Editor's pick
East (Sort of) Meets West in Poker Philosophy Book
Product
The Tao of Poker by Larry W. Phillips
Hits
- Excellent strategies for common problems with people's poker games
- Easy to read and to understand
- Includes section on Internet play
Misses
- Not for the beginning poker player
- No hand strategy or analysis
- Only very loosely connected to Taoism
Review
Taoism places an emphasis on the unity of the universe, the unity of the material world and the spiritual world, the unity of the past, present and future. That's a hard concept to connect to the poker world, and Larry W. Phillips' attempt to do so in The Tao of Poker doesn't necessarily succeed.
At best, some of the advice in The Tao of Poker could be connected to Taoism, such as trying to insert yourself into the flow of the game and changing up your strategies and how you operate to match what's going on around you rather than trying to fight against it. For the most part, though, Phillips has perhaps gone just one step too far in trying to fit popular Eastern philosophies to poker.
That being said, the book is still an excellent compliment to his Zen and the Art of Poker and provides readers with a lot of strategies that can help them improve their poker game.
While Zen focused more on the psychology of the player, Tao looks more at the actual game. It covers everything from premium hands and making correct decision to bluffing and trapping. There are even sections on luck, because every poker player knows there is an element of luck and you have to recognize when your luck has gone cold and when it's running hot.
"This is advice for the part-time, low-level, recreational player. It is advice for your brother-in-law, your neighbor, or your daughter's boyfriend, who you might encounter in a card room getting crushed in a poker game. If they are 'running bad,' they ought to leave the game," Philips says in the book.
However, that advice doesn't necessarily extend to the experienced players. Instead, those players may think on a higher plane of wisdom - they look beyond that one session and see their game as a year-long stretch or an infinite horizon.
For them, the philosophy would be to "never leave a game at all due to bad luck, unless it is affecting your play in other ways."

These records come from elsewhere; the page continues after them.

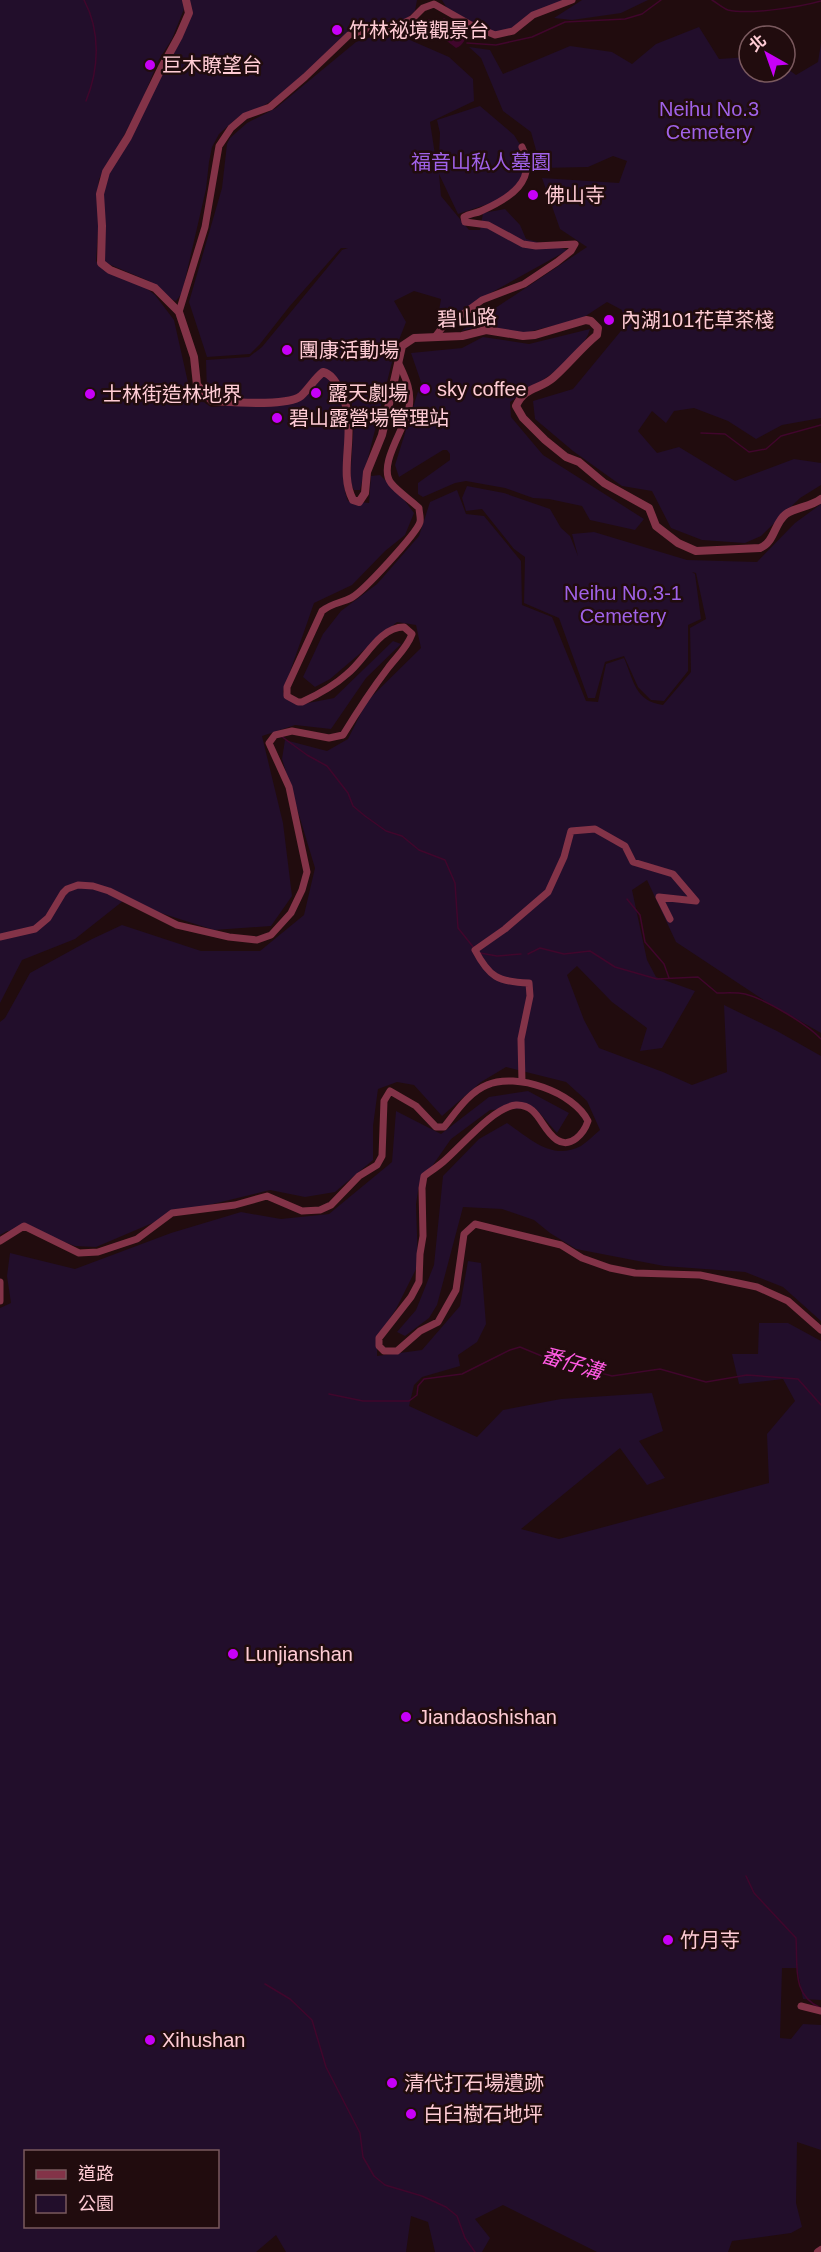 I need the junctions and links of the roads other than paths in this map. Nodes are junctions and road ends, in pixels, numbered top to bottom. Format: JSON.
{"nodes":[{"id":1,"x":186,"y":0,"type":"edge"},
{"id":2,"x":572,"y":0,"type":"edge"},
{"id":3,"x":522,"y":147,"type":"dead end"},
{"id":4,"x":179,"y":312,"type":"junction"},
{"id":5,"x":435,"y":337,"type":"junction"},
{"id":6,"x":399,"y":364,"type":"junction"},
{"id":7,"x":821,"y":499,"type":"edge"},
{"id":8,"x":670,"y":919,"type":"dead end"},
{"id":9,"x":0,"y":937,"type":"edge"},
{"id":10,"x":522,"y":1082,"type":"junction"},
{"id":11,"x":0,"y":1241,"type":"edge"},
{"id":12,"x":0,"y":1282,"type":"edge"},
{"id":13,"x":0,"y":1301,"type":"edge"},
{"id":14,"x":821,"y":1330,"type":"edge"},
{"id":15,"x":801,"y":2006,"type":"dead end"},
{"id":16,"x":821,"y":2011,"type":"edge"}],
"edges":[{"from":1,"to":4,"type":"street","name":"碧山路"},
{"from":2,"to":4,"type":"street"},
{"from":3,"to":5,"type":"street"},
{"from":4,"to":6,"type":"street","name":"碧山路"},
{"from":5,"to":6,"type":"street","name":"碧山路"},
{"from":5,"to":7,"type":"street","name":"碧山路"},
{"from":6,"to":9,"type":"street"},
{"from":8,"to":10,"type":"street"},
{"from":10,"to":11,"type":"street"},
{"from":10,"to":14,"type":"street"},
{"from":12,"to":13,"type":"street"},
{"from":15,"to":16,"type":"street"}]}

The book offers strategies and rules along those same lines for all aspects of the poker game. For example, Chapter 8 deals with the lure of loose and sloppy play because it can make the game more exciting. Rule 85 in that chapter states:
"Sometimes when we get way up in a poker game, we forget that it's money and start thinking of it as 'just chips.' So we start to play a little looser, start fooling around a bit, and soon we notice that we're up only half as much. It's not until the end of the game that we realize it was, after all, real money we were playing for."
It even offers three good rules for poker in regards to your relations with other players:
1. Play as well as you can every session and enjoy the people.
2. Never mock a new player or acquaintance in poker, because in six months or so you may find he is a very good friend.
3. Most longtime players would agree that if they never won another dime in the game of poker, the people they met through the game would have made the whole experience worthwhile.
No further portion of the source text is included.